Breastfeeding & Meditation

In the beautiful chaos of being a new mum, breastfeeding was my meditation, my way of finding stillness in the whirling dance of visitors, washing and general mayhem surrounding the celebration of new life. No matter how busy life felt the frequent breastfeeds that my son needed were a blessing, a chance for us to both relax and gently explore our still shared energy and space, to softly sink into a place just for the two of us, to gently whisper I love you and feel the trust establish between us.

A time for me to sink my roots into the land where I live and slowly reach into the wet summer skies, adjusting to the energy of my son being outside my body now, yet still so intimately joined. Breastfeeding enabled me to stop, to go slow, to listen to my son’s rhythms and connect to the wisdom of being a new mum, of trusting my instincts and having confidence in the decisions I was now making for the two of us.

And so breastfeeding continued, and together as our energy has turned more outward facing and Joe’s interest in the world began to grow, I enjoyed the freedom of being able to walk unhindered by pregnancy or feeding routines as I carried Joe in a carrier and he fed as I walked. And now, at nearly seven months, Joe still sleeps by my side, barely waking me as he feeds whenever he needs to, for emotional as well as physical nourishment.

Breastfeeding has powerfully enabled me to feel my son’s rhythms, to move at his pace, allowing me to go slowly for the period after birth, naturally allowing time for my body and energy to stabilise, to find stillness and meditation for hours at a time in those first few weeks after the birth that could have otherwise been so exhausting.

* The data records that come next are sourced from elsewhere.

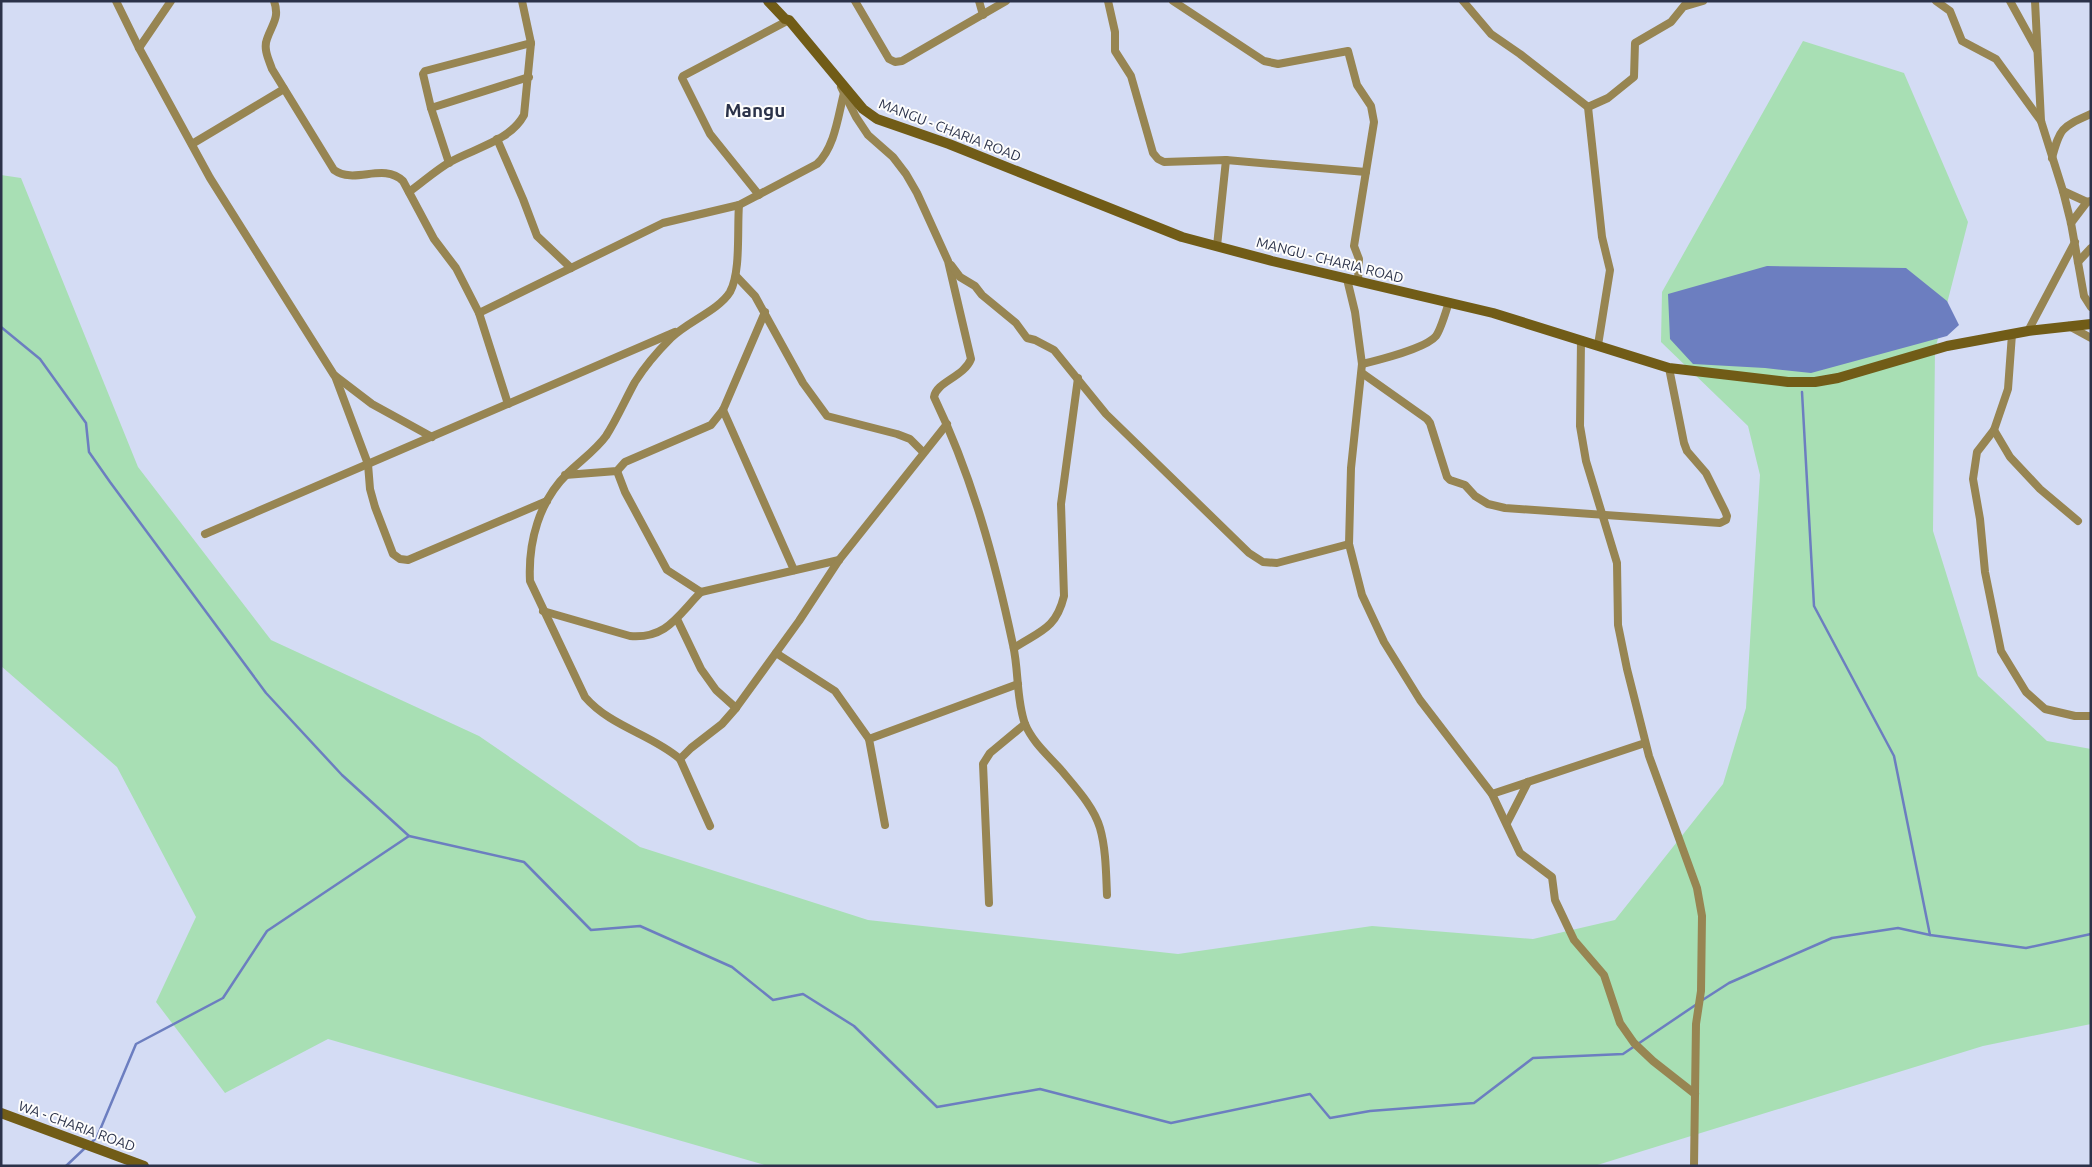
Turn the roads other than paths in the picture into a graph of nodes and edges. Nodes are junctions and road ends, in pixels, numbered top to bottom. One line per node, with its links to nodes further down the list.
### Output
1 (116, 1): 20 (street)
2 (171, 1): 20 (street)
3 (274, 1): 24 (street)
4 (522, 1): 19 (street)
5 (768, 1): 18 (street, MANGU - CHARIA ROAD)
6 (855, 1): 17 (street)
7 (979, 1): 17 (street)
8 (1006, 1): 17 (street)
9 (1108, 1): 33 (street)
10 (1173, 1): 35 (street)
11 (1463, 1): 26 (street)
12 (1703, 1): 16 (street)
13 (1936, 1): 29 (street)
14 (2010, 1): 21 (street)
15 (2035, 1): 21 (street)
16 (1687, 4): 26 (street)
17 (983, 15)
18 (789, 20): 23 (street, MANGU - CHARIA ROAD); 38 (street)
19 (531, 43): 22 (street); 27 (street)
20 (139, 48): 31 (street)
21 (2038, 51): 29 (street)
22 (529, 77): 27 (street); 30 (street)
23 (837, 79): 25 (street); 43 (street, MANGU - CHARIA ROAD)
24 (284, 89): 31 (street); 37 (street)
25 (844, 93): 38 (street); 45 (street)
26 (1588, 107): 61 (street)
27 (431, 108): 34 (street)
28 (2091, 114): 32 (street)
29 (2040, 121): 32 (street)
30 (497, 140): 34 (street); 47 (street)
31 (192, 144): 65 (street)
32 (2052, 159): 36 (street)
33 (1226, 160): 35 (street); 43 (street)
34 (449, 163): 37 (street)
35 (1366, 172): 49 (street)
36 (2063, 191): 39 (street); 41 (street)
37 (409, 192): 53 (street)
38 (759, 195): 40 (street)
39 (2089, 202): 41 (street)
40 (739, 205): 47 (street); 48 (street)
41 (2071, 223): 42 (street)
42 (2074, 242): 46 (street); 57 (street)
43 (1217, 246): 49 (street, MANGU - CHARIA ROAD)
44 (2091, 248): 46 (street)
45 (948, 261): 66 (street); 69 (street)
46 (2078, 262): 51 (street)
47 (572, 268): 53 (street)
48 (736, 276): 52 (street); 56 (street)
49 (1352, 280): 50 (street, MANGU - CHARIA ROAD); 62 (street)
50 (1449, 302): 60 (street, MANGU - CHARIA ROAD); 62 (street)
51 (2091, 308)
52 (766, 312): 68 (street); 72 (street)
53 (479, 314): 67 (street)
54 (2091, 324): 55 (street, MANGU - CHARIA ROAD)
55 (2067, 325): 57 (street, MANGU - CHARIA ROAD); 59 (street)
56 (679, 330): 67 (street); 75 (street)
57 (2028, 331): 58 (street, MANGU - CHARIA ROAD)
58 (2012, 334): 63 (street, MANGU - CHARIA ROAD); 70 (street)
59 (2091, 338)
60 (1582, 340): 61 (street, MANGU - CHARIA ROAD); 77 (street)
61 (1598, 346): 63 (street, MANGU - CHARIA ROAD)
62 (1362, 364): 64 (street)
63 (1669, 368): 77 (street)
64 (1362, 373): 77 (street); 80 (street)
65 (334, 375): 71 (street); 73 (street)
66 (1078, 378): 80 (street); 86 (street)
67 (508, 404): 71 (street)
68 (723, 410): 74 (street); 82 (street)
69 (946, 424): 72 (street); 86 (street)
70 (1994, 430): 78 (street); 90 (street)
71 (432, 436): 73 (street)
72 (922, 452): 81 (street)
73 (368, 464): 76 (street); 79 (street)
74 (617, 471): 75 (street); 83 (street)
75 (565, 475): 76 (street)
76 (547, 502): 84 (street)
77 (1602, 513): 93 (street)
78 (2078, 520)
79 (205, 534)
80 (1349, 544): 96 (street)
81 (839, 560): 82 (street); 87 (street)
82 (794, 570): 83 (street)
83 (701, 592): 85 (street)
84 (543, 611): 85 (street); 94 (street)
85 (677, 619): 89 (street)
86 (1014, 648): 88 (street)
87 (776, 653): 89 (street); 92 (street)
88 (1018, 684): 91 (street); 92 (street)
89 (736, 708): 94 (street)
90 (2091, 716)
91 (1025, 724): 100 (street); 101 (street)
92 (869, 739): 98 (street)
93 (1645, 743): 95 (street); 102 (street)
94 (680, 759): 99 (street)
95 (1528, 782): 96 (street); 97 (street)
96 (1492, 794): 97 (street)
97 (1507, 824): 102 (street)
98 (885, 825)
99 (710, 826)
100 (1107, 895)
101 (989, 903)
102 (1695, 1094): 105 (street)
103 (1, 1113): 104 (street, WA - CHARIA ROAD)
104 (144, 1166)
105 (1694, 1166)

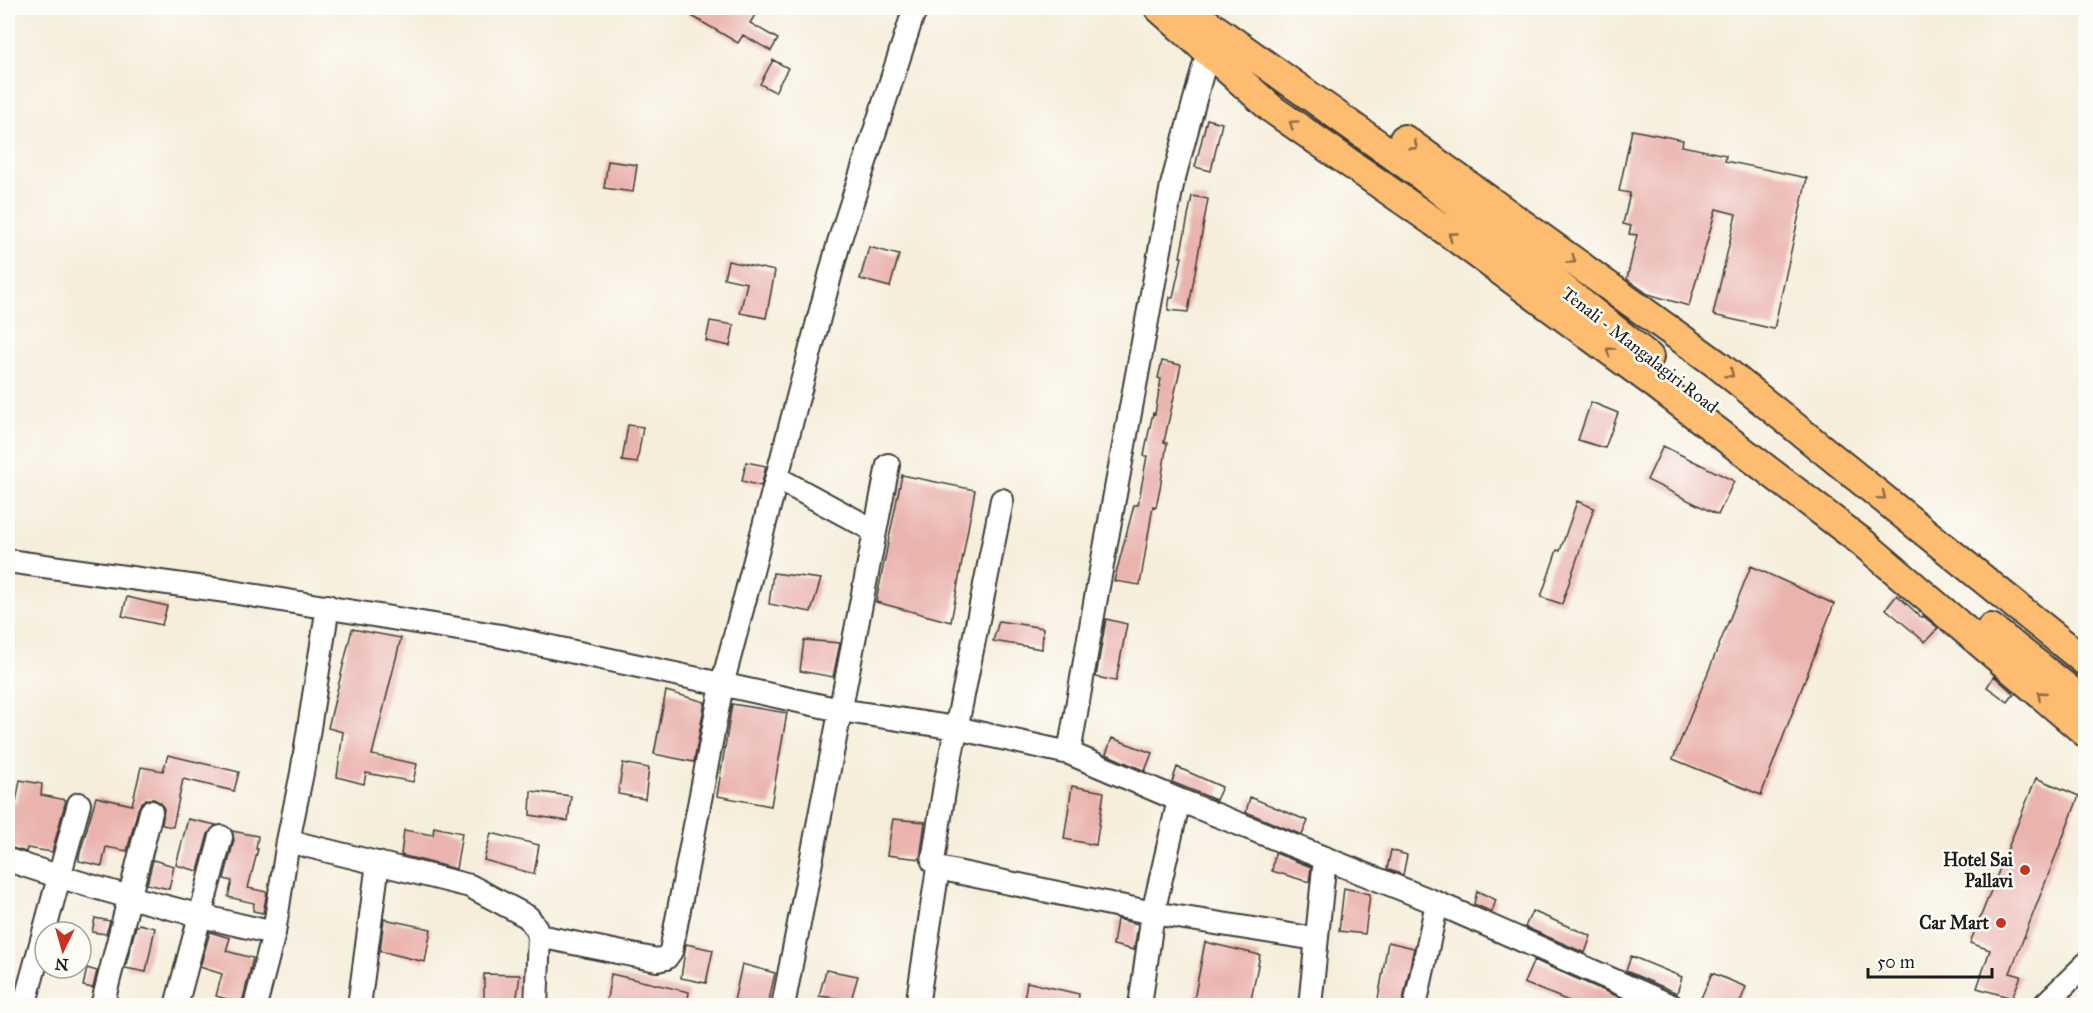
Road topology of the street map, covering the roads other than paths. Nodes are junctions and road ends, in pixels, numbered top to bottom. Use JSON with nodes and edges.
{"nodes":[{"id":1,"x":917,"y":8,"type":"edge"},
{"id":2,"x":1159,"y":8,"type":"edge"},
{"id":3,"x":1186,"y":8,"type":"edge"},
{"id":4,"x":1208,"y":8,"type":"edge"},
{"id":5,"x":1208,"y":51,"type":"junction"},
{"id":6,"x":888,"y":465,"type":"dead end"},
{"id":7,"x":777,"y":478,"type":"junction"},
{"id":8,"x":1002,"y":500,"type":"dead end"},
{"id":9,"x":875,"y":531,"type":"junction"},
{"id":10,"x":8,"y":561,"type":"edge"},
{"id":11,"x":328,"y":606,"type":"junction"},
{"id":12,"x":2085,"y":663,"type":"edge"},
{"id":13,"x":722,"y":685,"type":"junction"},
{"id":14,"x":2085,"y":703,"type":"edge"},
{"id":15,"x":840,"y":710,"type":"junction"},
{"id":16,"x":956,"y":728,"type":"junction"},
{"id":17,"x":2085,"y":733,"type":"edge"},
{"id":18,"x":1069,"y":753,"type":"junction"},
{"id":19,"x":1179,"y":800,"type":"junction"},
{"id":20,"x":80,"y":804,"type":"dead end"},
{"id":21,"x":151,"y":812,"type":"dead end"},
{"id":22,"x":221,"y":837,"type":"dead end"},
{"id":23,"x":288,"y":841,"type":"junction"},
{"id":24,"x":1325,"y":858,"type":"junction"},
{"id":25,"x":8,"y":860,"type":"edge"},
{"id":26,"x":378,"y":863,"type":"junction"},
{"id":27,"x":938,"y":868,"type":"junction"},
{"id":28,"x":59,"y":877,"type":"junction"},
{"id":29,"x":129,"y":896,"type":"junction"},
{"id":30,"x":1437,"y":903,"type":"junction"},
{"id":31,"x":1153,"y":913,"type":"junction"},
{"id":32,"x":199,"y":916,"type":"junction"},
{"id":33,"x":274,"y":933,"type":"junction"},
{"id":34,"x":539,"y":936,"type":"junction"},
{"id":35,"x":1316,"y":939,"type":"junction"},
{"id":36,"x":2085,"y":964,"type":"edge"},
{"id":37,"x":24,"y":1005,"type":"edge"},
{"id":38,"x":102,"y":1005,"type":"edge"},
{"id":39,"x":176,"y":1005,"type":"edge"},
{"id":40,"x":255,"y":1005,"type":"edge"},
{"id":41,"x":359,"y":1005,"type":"edge"},
{"id":42,"x":536,"y":1005,"type":"edge"},
{"id":43,"x":783,"y":1005,"type":"edge"},
{"id":44,"x":917,"y":1005,"type":"edge"},
{"id":45,"x":1140,"y":1005,"type":"edge"},
{"id":46,"x":1310,"y":1005,"type":"edge"},
{"id":47,"x":1415,"y":1005,"type":"edge"},
{"id":48,"x":1672,"y":1005,"type":"edge"},
{"id":49,"x":2043,"y":1005,"type":"edge"}],
"edges":[{"from":1,"to":7,"type":"street"},
{"from":2,"to":5,"type":"main road"},
{"from":3,"to":14,"type":"main road","name":"Tenali - Mangalagiri Road"},
{"from":4,"to":12,"type":"main road","one_way":true},
{"from":17,"to":5,"type":"main road","one_way":true},
{"from":5,"to":18,"type":"street"},
{"from":6,"to":9,"type":"street"},
{"from":7,"to":9,"type":"street"},
{"from":7,"to":13,"type":"street"},
{"from":8,"to":16,"type":"street"},
{"from":9,"to":15,"type":"street"},
{"from":10,"to":11,"type":"street"},
{"from":11,"to":13,"type":"street"},
{"from":11,"to":23,"type":"street"},
{"from":13,"to":15,"type":"street"},
{"from":13,"to":34,"type":"street"},
{"from":15,"to":16,"type":"street"},
{"from":15,"to":43,"type":"street"},
{"from":16,"to":18,"type":"street"},
{"from":16,"to":27,"type":"street"},
{"from":18,"to":19,"type":"street"},
{"from":19,"to":24,"type":"street"},
{"from":19,"to":31,"type":"street"},
{"from":20,"to":28,"type":"street"},
{"from":21,"to":29,"type":"street"},
{"from":22,"to":32,"type":"street"},
{"from":23,"to":26,"type":"street"},
{"from":23,"to":33,"type":"street"},
{"from":24,"to":30,"type":"street"},
{"from":24,"to":35,"type":"street"},
{"from":25,"to":28,"type":"street"},
{"from":26,"to":34,"type":"street"},
{"from":26,"to":41,"type":"street"},
{"from":27,"to":31,"type":"street"},
{"from":27,"to":44,"type":"street"},
{"from":28,"to":29,"type":"street"},
{"from":28,"to":37,"type":"street"},
{"from":29,"to":32,"type":"street"},
{"from":29,"to":38,"type":"street"},
{"from":30,"to":47,"type":"street"},
{"from":30,"to":48,"type":"street"},
{"from":31,"to":35,"type":"street"},
{"from":31,"to":45,"type":"street"},
{"from":32,"to":33,"type":"street"},
{"from":32,"to":39,"type":"street"},
{"from":33,"to":40,"type":"street"},
{"from":34,"to":42,"type":"street"},
{"from":35,"to":46,"type":"street"},
{"from":36,"to":49,"type":"street"}]}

With these experiences, for me, also came a strong feeling that breastfeeding was inherent within a woman’s power, and that as a mother I needed to exclusively feed Joe and in doing so the connection made during feeding gives him an energetic and emotional strength to freely progress away from me as he grows, knowing I am always fully there for him, to make new relationships with others with confidence in himself.